Records provided:
┌──

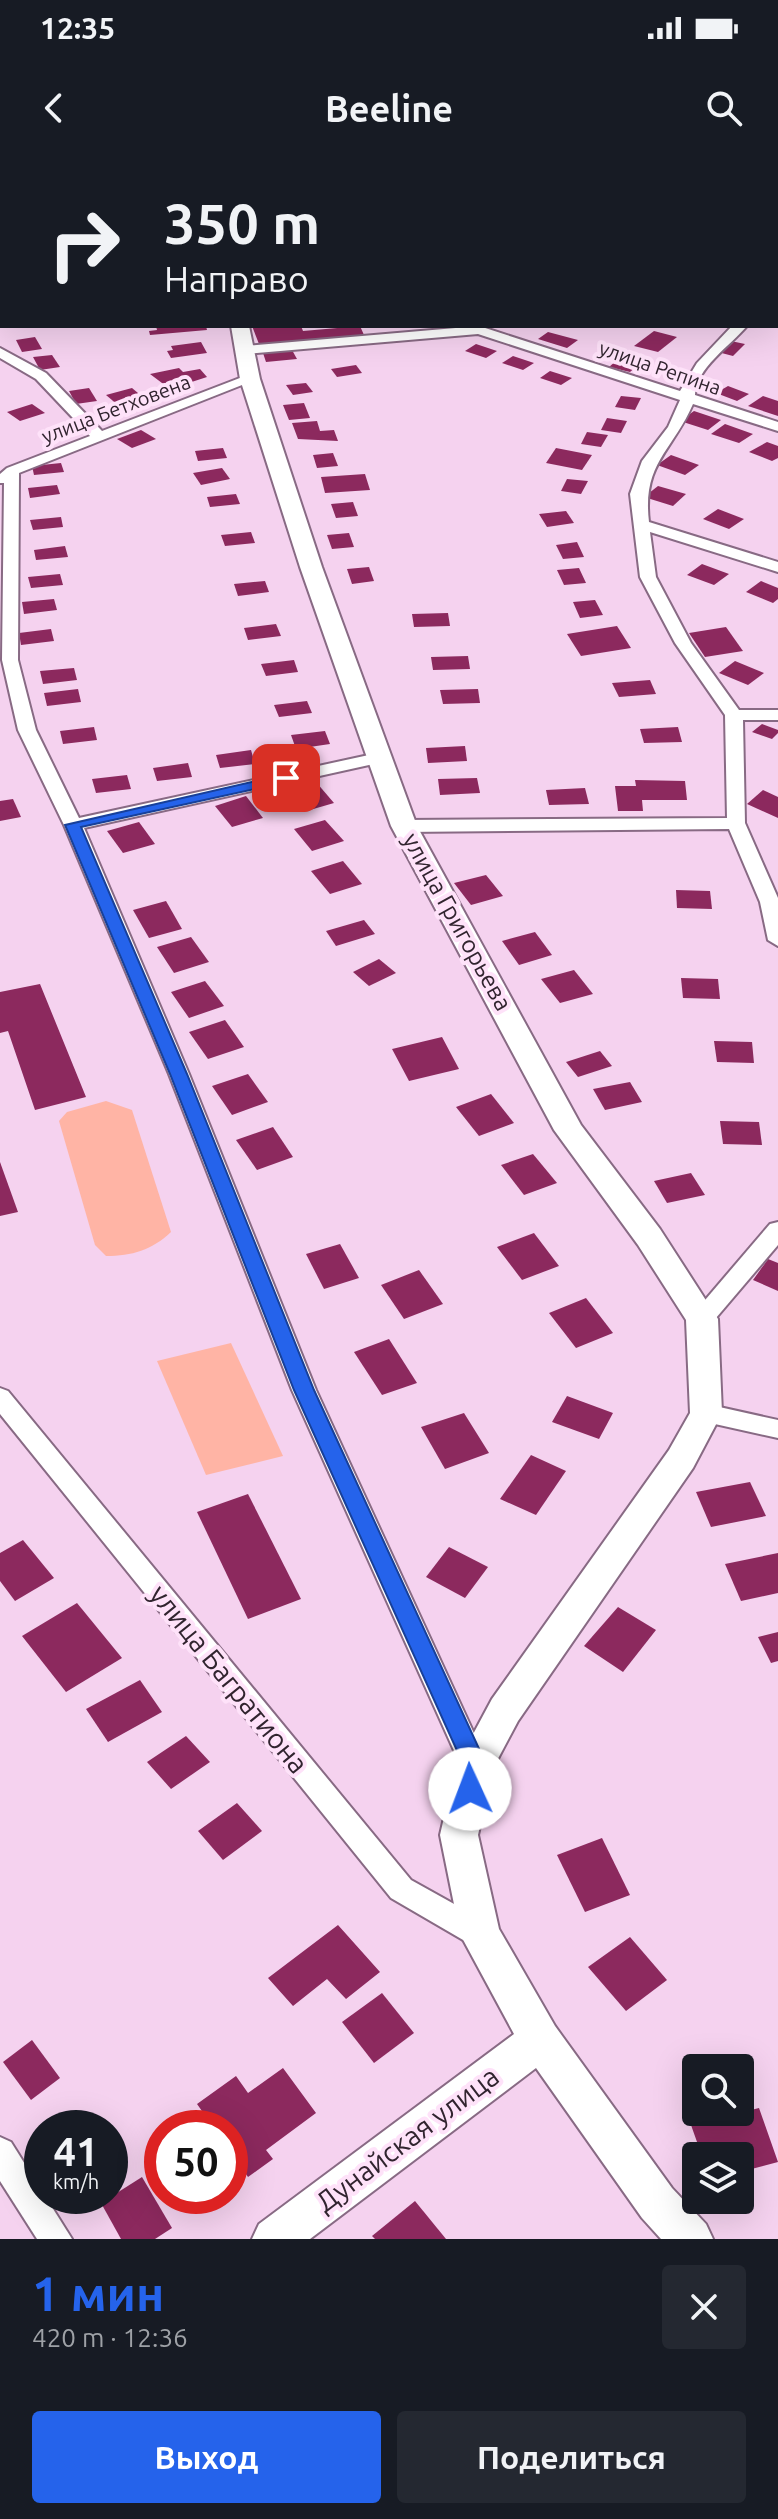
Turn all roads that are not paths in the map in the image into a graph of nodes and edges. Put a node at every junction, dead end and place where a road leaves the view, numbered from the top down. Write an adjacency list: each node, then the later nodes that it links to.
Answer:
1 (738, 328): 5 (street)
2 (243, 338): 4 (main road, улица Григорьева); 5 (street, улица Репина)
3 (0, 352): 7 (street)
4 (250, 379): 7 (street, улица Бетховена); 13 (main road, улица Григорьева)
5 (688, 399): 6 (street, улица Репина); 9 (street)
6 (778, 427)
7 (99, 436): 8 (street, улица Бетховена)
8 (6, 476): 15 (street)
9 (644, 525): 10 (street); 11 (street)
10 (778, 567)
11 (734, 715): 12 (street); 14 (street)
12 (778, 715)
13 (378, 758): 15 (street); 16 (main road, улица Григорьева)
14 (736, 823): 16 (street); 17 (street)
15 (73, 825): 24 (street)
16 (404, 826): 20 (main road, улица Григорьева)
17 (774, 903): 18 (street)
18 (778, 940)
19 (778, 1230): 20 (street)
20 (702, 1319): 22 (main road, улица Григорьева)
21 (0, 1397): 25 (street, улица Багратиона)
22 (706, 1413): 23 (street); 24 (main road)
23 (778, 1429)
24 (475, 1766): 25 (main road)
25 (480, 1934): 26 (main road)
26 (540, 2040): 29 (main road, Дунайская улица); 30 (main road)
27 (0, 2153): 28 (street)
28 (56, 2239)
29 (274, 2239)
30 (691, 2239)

└──
┌──

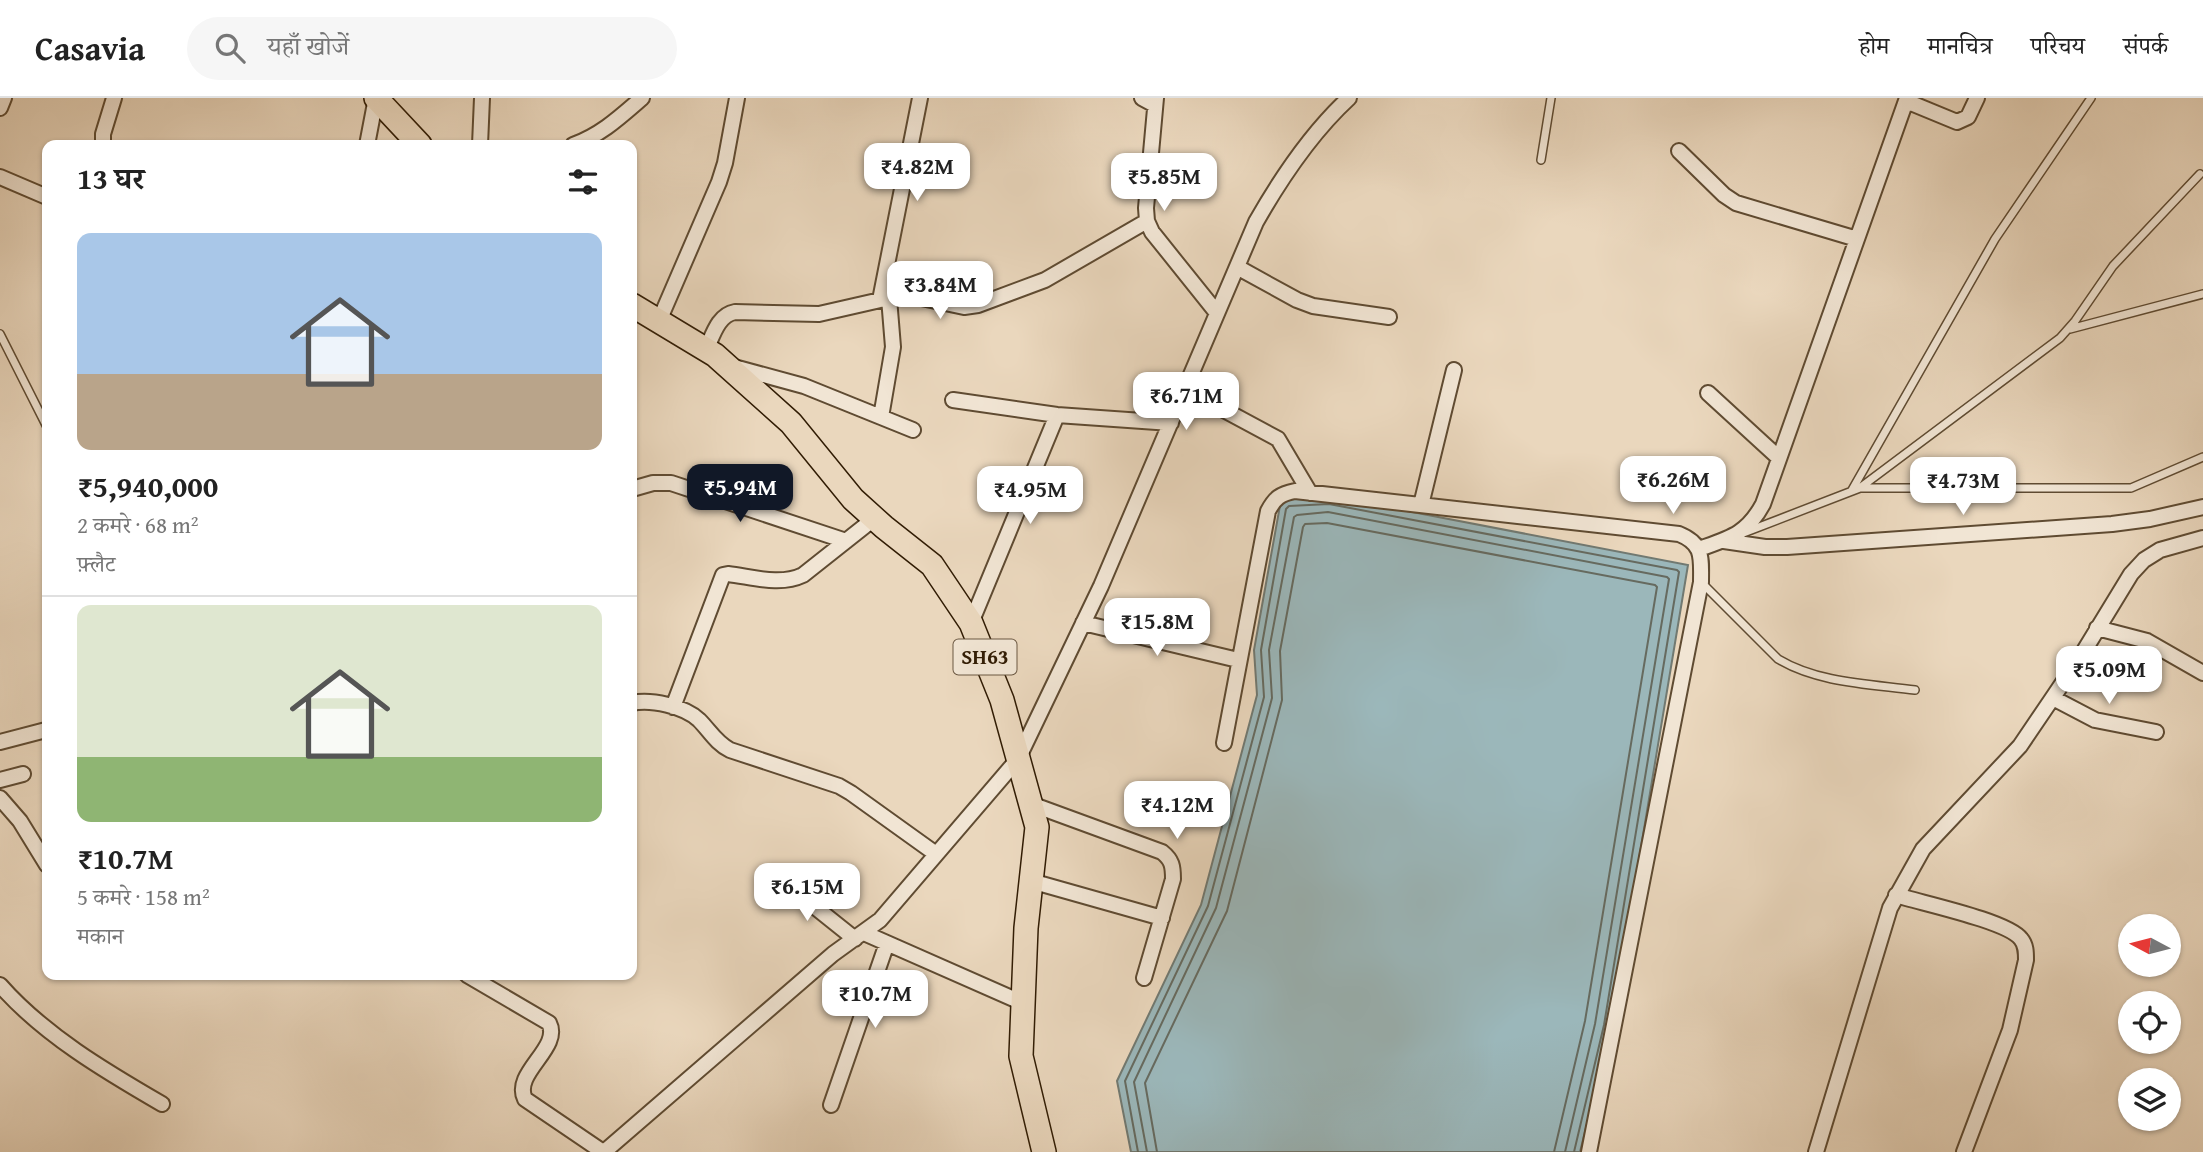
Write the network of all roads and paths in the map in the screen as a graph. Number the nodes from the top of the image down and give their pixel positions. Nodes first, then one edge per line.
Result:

└──

Task brief: Please show, exactly as written, every line above that contains the word "image".

Task solution:
Turn all roads that are not paths in the map in the image into a graph of nodes and edges. Put a node at every junction, dead end and place where a road leaves the view, numbered from the top down. Write an adjacency list: each node, then the later nodes that it links to.
Write the network of all roads and paths in the map in the screen as a graph. Number the nodes from the top of the image down and give their pixel positions. Nodes first, then one edge per line.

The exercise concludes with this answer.